Bionaut Labs launches with plans to attack brain tumors with tiny, guided robots

The robots are coming: After working under the radar for four years, Bionaut Labs is raising the curtain on its tiny, remote-controlled devices, built to travel through the human body and deliver a dose of medicine where it’s needed the most.

Smaller than a millimeter and with a few moving parts, the tiny voyagers are designed to navigate through tissues and go where today’s surgeons cannot, such as when dealing with hard-to-reach cancers.

Their success would be a big step toward the fantastic future promised by decades of science fiction—but at its core, according to founder and CEO Michael Shpigelmacher, it’s an idea that is eminently practical.

“When there was a revolution in surgical robotics 10 to 20 years ago, the whole concept was built on complicated, multijointed robotic arms,” Shpigelmacher said in an interview. “As you look at the evolution of that industry, it's gone from one arm, to two arms, to five arms … companies are going for more robotic arms with more degrees of freedom.” 

One Bionaut, to scale (Jon McKee Photography)

“Our paradigm is actually the opposite. We're saying move to a different category—where there are no robotic arms, and as many degrees of freedom as you want—but it’s just by controlling the tip,” he said. “As a company, we think that technically and medically this is the more elegant solution.”

Imagine a miniature screw that, as it rotates, can push its way through the body’s inner spaces until it reaches its target, releases a drug and then returns the way it came. But rather than rotating it with a screwdriver, the tool is invisible and guided only by magnetic fields generated outside the body.

This allows the small devices, dubbed Bionauts themselves, to overcome the obvious constraint that holds back surgical drills, probes and needles: once they’re in the body, they can’t turn.

“Typical brain procedures today are significantly more invasive than the Bionaut procedure, and they're definitely less accurate and precise in terms of their trajectory—because they are limited to taking linear paths,” Shpigelmacher said. In fact, a common biopsy diagnostic procedure may use a needle wider than a Bionaut and take core samples through healthy brain tissue on its straight line to a tumor.

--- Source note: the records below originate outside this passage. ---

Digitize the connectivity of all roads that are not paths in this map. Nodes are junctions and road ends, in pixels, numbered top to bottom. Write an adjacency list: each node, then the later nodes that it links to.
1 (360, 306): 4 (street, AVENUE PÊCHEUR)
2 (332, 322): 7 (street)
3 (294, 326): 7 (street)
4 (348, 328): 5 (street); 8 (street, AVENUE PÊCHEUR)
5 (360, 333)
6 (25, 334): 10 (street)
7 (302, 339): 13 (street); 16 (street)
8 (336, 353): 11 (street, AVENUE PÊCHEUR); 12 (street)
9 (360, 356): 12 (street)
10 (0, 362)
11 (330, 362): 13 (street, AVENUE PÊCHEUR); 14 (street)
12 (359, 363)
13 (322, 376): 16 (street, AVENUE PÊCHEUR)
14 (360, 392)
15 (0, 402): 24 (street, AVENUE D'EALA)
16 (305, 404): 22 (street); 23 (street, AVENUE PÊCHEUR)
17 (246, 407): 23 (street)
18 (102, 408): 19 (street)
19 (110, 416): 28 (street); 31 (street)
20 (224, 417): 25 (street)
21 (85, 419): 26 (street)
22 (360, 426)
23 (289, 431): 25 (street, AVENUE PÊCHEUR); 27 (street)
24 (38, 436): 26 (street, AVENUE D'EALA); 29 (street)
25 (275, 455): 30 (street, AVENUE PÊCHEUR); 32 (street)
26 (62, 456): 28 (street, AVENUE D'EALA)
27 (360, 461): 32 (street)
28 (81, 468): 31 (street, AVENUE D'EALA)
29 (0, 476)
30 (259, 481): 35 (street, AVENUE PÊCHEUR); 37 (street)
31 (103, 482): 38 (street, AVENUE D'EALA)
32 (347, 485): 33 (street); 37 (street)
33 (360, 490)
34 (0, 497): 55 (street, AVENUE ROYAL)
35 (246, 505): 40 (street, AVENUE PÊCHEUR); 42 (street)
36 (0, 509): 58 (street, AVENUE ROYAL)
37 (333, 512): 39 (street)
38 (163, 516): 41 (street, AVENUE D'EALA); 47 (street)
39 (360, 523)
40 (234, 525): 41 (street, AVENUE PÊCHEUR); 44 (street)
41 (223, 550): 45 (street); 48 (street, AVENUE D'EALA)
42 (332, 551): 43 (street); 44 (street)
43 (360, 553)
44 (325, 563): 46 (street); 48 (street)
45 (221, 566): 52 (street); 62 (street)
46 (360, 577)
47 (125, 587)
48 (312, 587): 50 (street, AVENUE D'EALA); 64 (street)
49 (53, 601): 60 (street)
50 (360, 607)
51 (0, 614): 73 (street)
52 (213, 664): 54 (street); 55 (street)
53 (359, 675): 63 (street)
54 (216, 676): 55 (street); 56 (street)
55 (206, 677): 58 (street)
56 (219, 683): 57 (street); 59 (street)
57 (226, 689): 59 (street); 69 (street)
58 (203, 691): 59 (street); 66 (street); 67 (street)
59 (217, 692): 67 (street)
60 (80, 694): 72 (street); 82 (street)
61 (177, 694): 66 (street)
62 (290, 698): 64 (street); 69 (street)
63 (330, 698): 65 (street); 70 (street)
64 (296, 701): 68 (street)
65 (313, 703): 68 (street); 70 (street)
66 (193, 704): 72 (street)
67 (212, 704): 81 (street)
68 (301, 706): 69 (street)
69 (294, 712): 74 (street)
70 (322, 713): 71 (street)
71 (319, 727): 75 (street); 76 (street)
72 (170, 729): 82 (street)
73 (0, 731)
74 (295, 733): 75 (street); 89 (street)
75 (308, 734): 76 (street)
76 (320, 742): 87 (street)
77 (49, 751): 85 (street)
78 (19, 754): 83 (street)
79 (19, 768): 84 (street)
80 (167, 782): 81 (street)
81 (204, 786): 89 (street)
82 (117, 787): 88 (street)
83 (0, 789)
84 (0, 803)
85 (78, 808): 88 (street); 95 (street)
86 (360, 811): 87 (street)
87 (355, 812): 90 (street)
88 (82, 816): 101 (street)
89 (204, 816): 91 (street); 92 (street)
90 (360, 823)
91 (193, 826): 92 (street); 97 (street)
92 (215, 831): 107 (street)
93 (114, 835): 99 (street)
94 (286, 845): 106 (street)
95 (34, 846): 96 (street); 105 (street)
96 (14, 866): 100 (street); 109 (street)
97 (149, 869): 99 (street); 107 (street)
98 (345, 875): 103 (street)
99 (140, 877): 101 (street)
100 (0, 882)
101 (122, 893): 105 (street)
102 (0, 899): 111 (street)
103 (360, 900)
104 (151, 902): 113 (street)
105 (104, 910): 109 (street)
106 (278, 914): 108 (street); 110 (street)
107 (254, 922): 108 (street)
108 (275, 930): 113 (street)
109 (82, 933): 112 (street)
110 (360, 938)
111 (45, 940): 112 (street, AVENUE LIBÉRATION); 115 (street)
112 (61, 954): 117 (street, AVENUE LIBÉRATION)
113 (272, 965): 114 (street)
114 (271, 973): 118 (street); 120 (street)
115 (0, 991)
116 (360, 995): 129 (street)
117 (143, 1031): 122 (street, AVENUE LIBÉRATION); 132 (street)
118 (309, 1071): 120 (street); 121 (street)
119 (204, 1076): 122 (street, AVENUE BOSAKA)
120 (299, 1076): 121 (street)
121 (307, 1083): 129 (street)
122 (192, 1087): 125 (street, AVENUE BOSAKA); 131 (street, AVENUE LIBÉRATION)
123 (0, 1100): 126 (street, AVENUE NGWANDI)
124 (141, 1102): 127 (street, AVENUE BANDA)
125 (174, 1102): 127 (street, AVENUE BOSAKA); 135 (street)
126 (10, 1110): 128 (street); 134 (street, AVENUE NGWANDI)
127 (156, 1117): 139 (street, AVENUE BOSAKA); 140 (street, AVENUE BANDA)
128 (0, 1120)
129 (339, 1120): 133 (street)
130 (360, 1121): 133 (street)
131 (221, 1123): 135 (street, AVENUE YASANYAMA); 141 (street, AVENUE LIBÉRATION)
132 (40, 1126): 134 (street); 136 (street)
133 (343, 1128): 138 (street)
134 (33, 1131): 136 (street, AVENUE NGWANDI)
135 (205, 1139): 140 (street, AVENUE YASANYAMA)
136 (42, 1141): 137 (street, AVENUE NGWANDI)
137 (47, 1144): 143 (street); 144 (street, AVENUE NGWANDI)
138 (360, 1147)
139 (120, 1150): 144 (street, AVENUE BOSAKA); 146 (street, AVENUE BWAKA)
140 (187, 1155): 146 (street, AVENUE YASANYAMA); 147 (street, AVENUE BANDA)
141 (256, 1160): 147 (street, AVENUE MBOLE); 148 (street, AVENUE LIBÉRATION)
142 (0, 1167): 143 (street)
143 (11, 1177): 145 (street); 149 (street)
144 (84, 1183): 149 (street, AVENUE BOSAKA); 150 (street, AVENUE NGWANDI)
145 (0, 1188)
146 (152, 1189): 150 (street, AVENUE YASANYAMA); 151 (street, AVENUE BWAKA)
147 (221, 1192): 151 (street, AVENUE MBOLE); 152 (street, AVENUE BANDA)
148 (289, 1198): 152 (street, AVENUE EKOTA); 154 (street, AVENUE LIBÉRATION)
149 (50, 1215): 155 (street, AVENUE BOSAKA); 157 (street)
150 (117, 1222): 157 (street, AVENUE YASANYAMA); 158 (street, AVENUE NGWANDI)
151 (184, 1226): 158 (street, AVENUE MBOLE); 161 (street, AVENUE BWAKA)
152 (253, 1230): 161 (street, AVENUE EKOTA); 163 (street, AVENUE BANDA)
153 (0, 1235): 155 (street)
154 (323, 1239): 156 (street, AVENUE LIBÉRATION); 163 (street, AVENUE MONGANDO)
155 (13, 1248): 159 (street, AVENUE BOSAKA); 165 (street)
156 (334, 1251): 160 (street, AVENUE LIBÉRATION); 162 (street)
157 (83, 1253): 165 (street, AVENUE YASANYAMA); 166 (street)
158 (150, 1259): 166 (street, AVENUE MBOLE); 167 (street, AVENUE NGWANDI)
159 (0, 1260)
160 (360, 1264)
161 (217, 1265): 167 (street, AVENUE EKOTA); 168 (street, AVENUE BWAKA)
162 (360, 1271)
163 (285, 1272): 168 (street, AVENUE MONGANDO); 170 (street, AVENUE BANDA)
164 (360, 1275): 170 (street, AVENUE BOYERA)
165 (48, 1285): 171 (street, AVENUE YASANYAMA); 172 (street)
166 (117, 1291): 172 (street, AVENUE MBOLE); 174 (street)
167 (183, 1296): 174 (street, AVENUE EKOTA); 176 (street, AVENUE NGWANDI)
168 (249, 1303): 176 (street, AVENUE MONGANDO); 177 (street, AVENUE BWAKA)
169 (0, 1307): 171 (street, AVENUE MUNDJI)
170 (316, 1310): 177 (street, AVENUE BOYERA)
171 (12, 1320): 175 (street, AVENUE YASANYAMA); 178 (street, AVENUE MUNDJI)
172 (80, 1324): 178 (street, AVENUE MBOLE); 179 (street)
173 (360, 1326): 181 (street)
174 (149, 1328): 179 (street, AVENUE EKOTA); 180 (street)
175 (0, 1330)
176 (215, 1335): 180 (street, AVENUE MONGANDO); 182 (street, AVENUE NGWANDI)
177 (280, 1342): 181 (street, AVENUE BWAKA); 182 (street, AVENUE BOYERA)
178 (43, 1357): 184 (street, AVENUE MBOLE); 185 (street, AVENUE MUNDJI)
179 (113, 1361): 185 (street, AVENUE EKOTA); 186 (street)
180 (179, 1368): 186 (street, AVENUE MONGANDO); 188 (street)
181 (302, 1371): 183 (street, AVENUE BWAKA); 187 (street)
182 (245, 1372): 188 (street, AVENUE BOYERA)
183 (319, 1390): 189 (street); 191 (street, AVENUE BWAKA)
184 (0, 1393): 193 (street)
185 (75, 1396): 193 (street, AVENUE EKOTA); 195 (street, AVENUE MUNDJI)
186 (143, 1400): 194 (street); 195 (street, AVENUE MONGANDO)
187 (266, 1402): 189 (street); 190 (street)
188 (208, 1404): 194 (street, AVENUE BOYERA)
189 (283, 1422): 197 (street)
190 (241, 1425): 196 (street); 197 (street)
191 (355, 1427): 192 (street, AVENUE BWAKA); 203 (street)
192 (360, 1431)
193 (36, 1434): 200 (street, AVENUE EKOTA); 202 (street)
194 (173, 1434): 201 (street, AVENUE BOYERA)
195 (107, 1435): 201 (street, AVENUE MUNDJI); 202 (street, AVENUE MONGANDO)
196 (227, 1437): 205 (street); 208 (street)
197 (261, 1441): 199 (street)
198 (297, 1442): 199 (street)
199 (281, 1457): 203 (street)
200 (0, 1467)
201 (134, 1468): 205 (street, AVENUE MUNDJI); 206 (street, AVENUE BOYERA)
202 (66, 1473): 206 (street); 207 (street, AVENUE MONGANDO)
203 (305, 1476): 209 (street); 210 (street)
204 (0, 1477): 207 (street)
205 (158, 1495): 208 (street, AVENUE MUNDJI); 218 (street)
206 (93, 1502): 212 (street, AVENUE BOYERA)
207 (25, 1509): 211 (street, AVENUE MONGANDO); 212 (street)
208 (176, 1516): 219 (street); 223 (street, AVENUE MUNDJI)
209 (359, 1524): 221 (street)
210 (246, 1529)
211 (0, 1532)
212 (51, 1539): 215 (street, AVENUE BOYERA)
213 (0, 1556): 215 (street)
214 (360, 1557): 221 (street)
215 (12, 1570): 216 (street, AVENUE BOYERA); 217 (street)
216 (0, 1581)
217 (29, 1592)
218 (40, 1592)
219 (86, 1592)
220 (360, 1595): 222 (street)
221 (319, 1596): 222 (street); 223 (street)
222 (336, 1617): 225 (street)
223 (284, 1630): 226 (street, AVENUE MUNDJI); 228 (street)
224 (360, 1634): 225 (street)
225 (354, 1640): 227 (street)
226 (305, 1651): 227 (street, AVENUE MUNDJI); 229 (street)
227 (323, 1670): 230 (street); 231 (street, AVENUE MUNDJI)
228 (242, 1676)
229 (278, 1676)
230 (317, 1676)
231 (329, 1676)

To start, the company aims to tackle gliomas of the brainstem. The aggressive tumor is mostly diagnosed at a young age and can be particularly difficult to treat due to its dense and sensitive surroundings, which help regulate the body’s heartbeat and breathing.

By traveling up the spine or through the brain’s reservoirs of cerebrospinal fluid, Bionaut Labs hopes to safely navigate to the cancer and unlock a mechanism that delivers chemotherapies directly—or any established drug payload that may have wider side effects when given intravenously or has trouble crossing the protective barriers between the bloodstream and the brain.

“Because of the anatomy, you cannot reach the middle of a patient’s brainstem in a way that is not going to harm them significantly today,” he said. “This way, you can get higher drug concentrations in situ, while you get much lower to nonexistent concentrations in the plasma.”

So far, the Los Angeles-based company has conducted preclinical studies on small and large live animals, showing no long-term neurological damage from the Bionauts. Now, the company has raised $20 million to help take it to the next step and lock down the design of its technologies before moving into human clinical trials planned for 2023.

“We are thrilled to bring Bionaut Labs out of stealth mode as it typifies the type of new impactful technology companies we like to help build,” said Vinod Khosla, founder of Khosla Ventures, which led Bionauts’ latest financing alongside backing from Upfront Ventures, Revolution, BOLD Capital and Compound.

The magnetically guided robot moves through
tissue into a tumor, to drop its chemotherapy
payload. (Jon McKee Photography)

“Bionauts hold great promise as a new targeted treatment modality for severe brain disorders for which there are few, if any, effective treatment options,” Khosla added. “Moreover, the broad therapeutic potential of Bionauts extends to many diseases where conventional therapies are limited or lacking.”

The company also plans to explore its potential against neurodegenerative diseases such as Huntington’s, before one day tackling acute conditions like stroke, using a range of Bionauts with different shapes and characteristics.   

“What’s even more exciting is that the anatomical targeting capabilities of the Bionaut platform make new therapeutic technologies such as antisense, siRNA, gene therapy, CRISPR-Cas9, and oncolytic viruses viable in challenging clinical settings,” said Errol DeSouza, head of the company’s advisory board and co-founder of Neurocrine Biosciences.

And along the way, Shpigelmacher hopes to convince physicians and patients that the idea of tiny robots helping heal the body from within can be more science than fiction after all.

“It makes the discussion much simpler when—instead of talking about a spaceship flying around your brain—you say: ‘We're treating this condition, it's brainstem glioma; this is the payload, you know this payload; and we’re going to move X centimeters in and X centimeters out and deliver this thing,” he said. “It becomes extremely tangible and grounds it.”